At the allotted time for the presentations, we had a nice set of slides, a throwaway message about global resource efficiency and a small seed of an idea that was well buried somewhere near the end. Our fellow Cruciblists presented some fantastic research projects, some of which appeared to be rehearsals for ERC project grant interviews, we were outclassed by every other team and it was a mercy we were presenting last. We started our pitch and knew we were doomed by the second slide. Our light-hearted discussion of a global challenge, with some throwaway jokes and a very tiny nugget of an idea was absolutely hammered by the judges. We left the stage chastened and red faced.
The winning team had a really strong interdisciplinary project that will hopefully be a success if they can get some good preliminary data and I am sure they will be in line for some Crucible funding. I’m looking forward to seeing the progress of the project, as I’m sure it has potential. My team is still considering our options, but I would say to make sure you know your audience. Don’t talk about something you don’t know much about when the people judging your proposal are experts with distinguished careers in the field you are being glib about. That probably holds in many situations: interviews, seminars, meetings, Dragons’ Den style pitches, Sand Pits.
The day closed with success stories from previous Crucibles, Scottish and Heriot-Watt, with a fantastic talk from my colleague Lorraine Kerr on her project with the composer Jane Stanley called LabNotes.
I came away from the Crucible experience somewhat chastened by the final session, but I’ve learnt a lot over the last few months. It was interesting and illuminating to have the opportunity to talk to researchers from across Edinburgh in many different disciplines. This breadth of expertise made making meaningful collaborative connections difficult, primarily because of the narrow field of people with overlapping interests in the cohort. My parenting commitments and travel awkwardness meant that I missed all the post-event networking dinners and the informal opportunities for discussion that come with them. This probably meant that I missed out on making some links with my fellow Cruciblists, but being the commuting parent of a toddler makes a lot of after-hours activity logistically challenging.

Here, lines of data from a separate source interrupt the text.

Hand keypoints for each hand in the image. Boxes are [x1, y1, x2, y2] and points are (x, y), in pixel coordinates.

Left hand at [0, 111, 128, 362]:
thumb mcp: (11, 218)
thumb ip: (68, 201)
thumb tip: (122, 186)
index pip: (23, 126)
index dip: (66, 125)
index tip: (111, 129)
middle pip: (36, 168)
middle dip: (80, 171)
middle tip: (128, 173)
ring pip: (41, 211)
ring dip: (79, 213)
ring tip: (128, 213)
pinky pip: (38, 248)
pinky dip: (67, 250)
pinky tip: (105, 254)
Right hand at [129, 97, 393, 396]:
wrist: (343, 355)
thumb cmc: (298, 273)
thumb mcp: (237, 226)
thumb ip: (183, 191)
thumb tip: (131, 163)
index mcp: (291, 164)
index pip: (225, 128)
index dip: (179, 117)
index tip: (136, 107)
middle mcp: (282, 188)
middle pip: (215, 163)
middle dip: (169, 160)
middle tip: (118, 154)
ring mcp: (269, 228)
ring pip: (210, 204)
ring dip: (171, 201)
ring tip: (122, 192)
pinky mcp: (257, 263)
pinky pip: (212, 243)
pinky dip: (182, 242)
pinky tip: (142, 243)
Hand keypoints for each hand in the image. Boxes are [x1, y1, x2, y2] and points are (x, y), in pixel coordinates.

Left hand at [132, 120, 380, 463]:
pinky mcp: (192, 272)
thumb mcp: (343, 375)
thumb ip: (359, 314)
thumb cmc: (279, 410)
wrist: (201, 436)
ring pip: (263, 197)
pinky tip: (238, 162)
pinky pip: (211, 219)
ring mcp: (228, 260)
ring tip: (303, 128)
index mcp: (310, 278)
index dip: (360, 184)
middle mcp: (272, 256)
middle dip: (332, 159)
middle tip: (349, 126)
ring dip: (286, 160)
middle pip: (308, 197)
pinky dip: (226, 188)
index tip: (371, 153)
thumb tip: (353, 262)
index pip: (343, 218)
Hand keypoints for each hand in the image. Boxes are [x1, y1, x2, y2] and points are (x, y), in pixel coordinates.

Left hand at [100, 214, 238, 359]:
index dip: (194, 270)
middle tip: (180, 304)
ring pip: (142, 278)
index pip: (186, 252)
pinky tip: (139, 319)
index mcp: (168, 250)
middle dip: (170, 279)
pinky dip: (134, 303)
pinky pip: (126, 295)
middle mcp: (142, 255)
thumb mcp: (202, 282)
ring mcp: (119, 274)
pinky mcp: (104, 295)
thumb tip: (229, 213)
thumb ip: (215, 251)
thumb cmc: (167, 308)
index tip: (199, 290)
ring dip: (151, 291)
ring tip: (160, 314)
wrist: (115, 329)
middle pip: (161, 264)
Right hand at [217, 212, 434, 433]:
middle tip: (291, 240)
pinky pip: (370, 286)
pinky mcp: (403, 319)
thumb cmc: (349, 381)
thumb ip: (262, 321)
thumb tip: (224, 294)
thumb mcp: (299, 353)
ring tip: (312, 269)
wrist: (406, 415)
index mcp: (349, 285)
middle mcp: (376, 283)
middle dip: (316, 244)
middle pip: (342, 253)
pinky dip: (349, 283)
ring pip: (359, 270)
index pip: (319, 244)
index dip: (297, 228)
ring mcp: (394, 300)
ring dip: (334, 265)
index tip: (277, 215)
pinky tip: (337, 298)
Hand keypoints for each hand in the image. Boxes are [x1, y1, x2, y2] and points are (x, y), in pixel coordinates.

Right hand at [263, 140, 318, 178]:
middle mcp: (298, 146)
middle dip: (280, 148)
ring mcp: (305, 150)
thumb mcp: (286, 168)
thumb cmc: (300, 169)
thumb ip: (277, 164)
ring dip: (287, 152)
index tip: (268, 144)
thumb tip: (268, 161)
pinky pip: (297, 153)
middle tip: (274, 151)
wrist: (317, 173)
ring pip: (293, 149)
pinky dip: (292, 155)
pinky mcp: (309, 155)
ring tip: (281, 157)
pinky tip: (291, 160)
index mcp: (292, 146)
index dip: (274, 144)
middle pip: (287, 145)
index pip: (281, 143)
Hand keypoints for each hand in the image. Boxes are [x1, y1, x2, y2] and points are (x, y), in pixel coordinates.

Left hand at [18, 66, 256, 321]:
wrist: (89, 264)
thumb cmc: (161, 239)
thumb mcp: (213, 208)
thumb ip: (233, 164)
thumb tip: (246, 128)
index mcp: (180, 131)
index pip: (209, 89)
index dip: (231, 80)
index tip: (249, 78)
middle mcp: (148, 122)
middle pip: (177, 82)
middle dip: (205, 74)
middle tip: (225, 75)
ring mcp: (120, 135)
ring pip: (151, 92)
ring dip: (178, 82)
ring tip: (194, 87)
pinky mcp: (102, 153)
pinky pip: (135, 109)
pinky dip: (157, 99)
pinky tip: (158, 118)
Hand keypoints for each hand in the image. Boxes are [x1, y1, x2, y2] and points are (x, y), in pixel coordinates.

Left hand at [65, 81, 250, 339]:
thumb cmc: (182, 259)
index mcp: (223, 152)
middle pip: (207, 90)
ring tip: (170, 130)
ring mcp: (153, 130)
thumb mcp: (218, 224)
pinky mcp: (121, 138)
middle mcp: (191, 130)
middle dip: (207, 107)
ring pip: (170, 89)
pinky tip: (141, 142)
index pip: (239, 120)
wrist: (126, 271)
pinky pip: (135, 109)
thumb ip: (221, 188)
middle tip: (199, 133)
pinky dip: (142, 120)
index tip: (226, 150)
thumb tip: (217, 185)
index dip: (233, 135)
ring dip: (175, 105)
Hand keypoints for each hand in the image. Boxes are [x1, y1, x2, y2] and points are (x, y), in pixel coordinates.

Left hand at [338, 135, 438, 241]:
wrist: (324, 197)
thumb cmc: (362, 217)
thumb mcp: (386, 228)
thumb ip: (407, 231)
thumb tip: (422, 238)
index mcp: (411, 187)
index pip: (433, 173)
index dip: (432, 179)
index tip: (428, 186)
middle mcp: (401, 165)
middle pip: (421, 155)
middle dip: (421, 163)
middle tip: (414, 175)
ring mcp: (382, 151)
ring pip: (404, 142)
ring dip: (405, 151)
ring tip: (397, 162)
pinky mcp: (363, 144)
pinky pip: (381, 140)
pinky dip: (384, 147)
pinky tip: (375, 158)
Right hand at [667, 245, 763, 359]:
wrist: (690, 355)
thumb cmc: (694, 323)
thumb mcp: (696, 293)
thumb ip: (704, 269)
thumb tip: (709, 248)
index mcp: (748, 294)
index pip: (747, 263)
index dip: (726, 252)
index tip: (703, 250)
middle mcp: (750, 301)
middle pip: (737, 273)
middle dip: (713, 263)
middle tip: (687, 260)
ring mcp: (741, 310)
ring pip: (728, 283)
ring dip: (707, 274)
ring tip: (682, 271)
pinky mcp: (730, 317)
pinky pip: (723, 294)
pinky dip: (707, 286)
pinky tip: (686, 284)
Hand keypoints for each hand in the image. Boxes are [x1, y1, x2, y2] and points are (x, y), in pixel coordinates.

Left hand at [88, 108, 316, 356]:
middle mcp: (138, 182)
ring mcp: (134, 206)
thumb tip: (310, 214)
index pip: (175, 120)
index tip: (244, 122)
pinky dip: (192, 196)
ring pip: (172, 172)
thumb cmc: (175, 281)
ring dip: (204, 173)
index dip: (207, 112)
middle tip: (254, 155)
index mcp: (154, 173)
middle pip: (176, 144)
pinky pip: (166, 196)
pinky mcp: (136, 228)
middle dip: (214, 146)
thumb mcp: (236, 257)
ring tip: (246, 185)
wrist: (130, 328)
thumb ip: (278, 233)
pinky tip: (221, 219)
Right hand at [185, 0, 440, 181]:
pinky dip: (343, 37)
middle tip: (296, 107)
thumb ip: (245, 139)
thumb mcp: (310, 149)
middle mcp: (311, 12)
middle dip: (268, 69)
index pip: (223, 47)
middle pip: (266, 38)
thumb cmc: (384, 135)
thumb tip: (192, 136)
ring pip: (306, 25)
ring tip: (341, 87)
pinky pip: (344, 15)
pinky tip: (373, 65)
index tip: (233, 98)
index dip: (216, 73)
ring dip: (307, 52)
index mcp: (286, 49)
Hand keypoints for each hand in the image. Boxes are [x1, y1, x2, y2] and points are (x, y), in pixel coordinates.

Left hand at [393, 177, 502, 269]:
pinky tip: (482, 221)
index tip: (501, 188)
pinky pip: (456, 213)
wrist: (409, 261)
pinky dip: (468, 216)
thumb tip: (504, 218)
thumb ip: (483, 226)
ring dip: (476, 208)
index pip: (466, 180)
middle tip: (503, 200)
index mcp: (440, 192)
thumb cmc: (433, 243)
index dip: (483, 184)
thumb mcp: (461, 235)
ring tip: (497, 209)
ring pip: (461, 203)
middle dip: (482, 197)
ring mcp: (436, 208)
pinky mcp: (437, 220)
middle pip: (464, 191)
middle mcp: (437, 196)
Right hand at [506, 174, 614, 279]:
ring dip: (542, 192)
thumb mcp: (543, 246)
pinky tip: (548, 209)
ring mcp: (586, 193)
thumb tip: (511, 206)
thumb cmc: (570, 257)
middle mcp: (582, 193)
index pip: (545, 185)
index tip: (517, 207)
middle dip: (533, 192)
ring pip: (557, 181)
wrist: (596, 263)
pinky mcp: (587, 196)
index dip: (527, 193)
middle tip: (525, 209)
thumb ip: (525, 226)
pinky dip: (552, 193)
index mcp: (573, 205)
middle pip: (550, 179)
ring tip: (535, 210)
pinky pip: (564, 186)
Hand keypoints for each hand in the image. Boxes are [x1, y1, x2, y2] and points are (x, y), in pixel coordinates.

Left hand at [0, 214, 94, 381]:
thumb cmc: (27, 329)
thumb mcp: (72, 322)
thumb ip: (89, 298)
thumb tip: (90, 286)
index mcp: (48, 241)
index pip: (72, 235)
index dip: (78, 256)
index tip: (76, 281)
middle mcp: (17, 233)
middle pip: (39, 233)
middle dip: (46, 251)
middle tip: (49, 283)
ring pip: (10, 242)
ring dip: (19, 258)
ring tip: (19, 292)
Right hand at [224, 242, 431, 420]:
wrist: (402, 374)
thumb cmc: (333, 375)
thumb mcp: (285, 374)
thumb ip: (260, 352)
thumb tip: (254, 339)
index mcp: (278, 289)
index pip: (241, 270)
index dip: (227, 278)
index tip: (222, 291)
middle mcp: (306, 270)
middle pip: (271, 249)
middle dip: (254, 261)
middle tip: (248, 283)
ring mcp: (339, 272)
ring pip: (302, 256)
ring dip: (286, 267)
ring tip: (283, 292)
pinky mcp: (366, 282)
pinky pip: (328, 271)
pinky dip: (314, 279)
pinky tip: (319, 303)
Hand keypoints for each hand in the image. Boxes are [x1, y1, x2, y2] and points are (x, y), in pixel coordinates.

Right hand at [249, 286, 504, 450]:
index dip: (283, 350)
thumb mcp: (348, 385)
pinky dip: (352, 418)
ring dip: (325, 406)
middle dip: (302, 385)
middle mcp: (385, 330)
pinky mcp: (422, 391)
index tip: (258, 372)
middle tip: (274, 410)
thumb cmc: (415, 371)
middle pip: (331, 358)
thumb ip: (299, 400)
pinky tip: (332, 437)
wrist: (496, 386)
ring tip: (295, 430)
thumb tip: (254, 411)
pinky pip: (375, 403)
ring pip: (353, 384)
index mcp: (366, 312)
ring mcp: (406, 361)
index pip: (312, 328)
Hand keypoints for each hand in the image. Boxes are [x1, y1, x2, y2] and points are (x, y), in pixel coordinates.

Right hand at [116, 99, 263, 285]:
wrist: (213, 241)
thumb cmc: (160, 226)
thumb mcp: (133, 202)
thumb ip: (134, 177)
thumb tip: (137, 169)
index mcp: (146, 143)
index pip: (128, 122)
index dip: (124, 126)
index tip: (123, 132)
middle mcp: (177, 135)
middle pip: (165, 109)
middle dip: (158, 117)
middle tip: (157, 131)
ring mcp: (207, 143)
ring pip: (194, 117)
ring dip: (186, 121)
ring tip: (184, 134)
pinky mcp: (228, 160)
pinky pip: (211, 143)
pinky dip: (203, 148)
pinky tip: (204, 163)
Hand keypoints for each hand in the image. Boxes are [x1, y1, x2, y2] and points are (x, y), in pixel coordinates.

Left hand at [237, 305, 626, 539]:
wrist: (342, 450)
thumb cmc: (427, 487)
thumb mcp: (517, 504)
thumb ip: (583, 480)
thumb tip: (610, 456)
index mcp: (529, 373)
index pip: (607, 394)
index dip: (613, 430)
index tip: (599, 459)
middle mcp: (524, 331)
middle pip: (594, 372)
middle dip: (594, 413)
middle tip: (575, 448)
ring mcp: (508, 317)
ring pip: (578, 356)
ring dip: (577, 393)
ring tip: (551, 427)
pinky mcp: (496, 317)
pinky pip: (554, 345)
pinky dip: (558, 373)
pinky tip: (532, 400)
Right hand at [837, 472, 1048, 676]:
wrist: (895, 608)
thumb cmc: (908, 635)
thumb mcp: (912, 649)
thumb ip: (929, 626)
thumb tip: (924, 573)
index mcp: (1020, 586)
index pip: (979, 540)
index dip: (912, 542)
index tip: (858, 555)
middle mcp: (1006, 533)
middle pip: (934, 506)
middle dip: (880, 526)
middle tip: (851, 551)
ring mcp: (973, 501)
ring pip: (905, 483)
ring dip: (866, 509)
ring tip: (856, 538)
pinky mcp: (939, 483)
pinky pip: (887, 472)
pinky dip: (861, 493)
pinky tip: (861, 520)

The event was well organised and a huge credit is due to the organisers from Heriot-Watt and their partners. Some of the individual sessions fell flat, but in the context of the whole event were small glitches in a good programme. There was a significant of material that was H-W specific, but was general enough to not be too jarring, even though it was stuff I had heard before from Edinburgh University professional development events.
Would I recommend participating in a Crucible? Definitely, but be prepared to fully commit to the programme and the networking events. I’d add that it is a good idea to put some effort into extra-curricular networking, to really get the most from the programme. We were told that H-W Crucible will return next year and Scottish Crucible is coming up soon, so I’d recommend participating if your interest has been piqued by my experiences.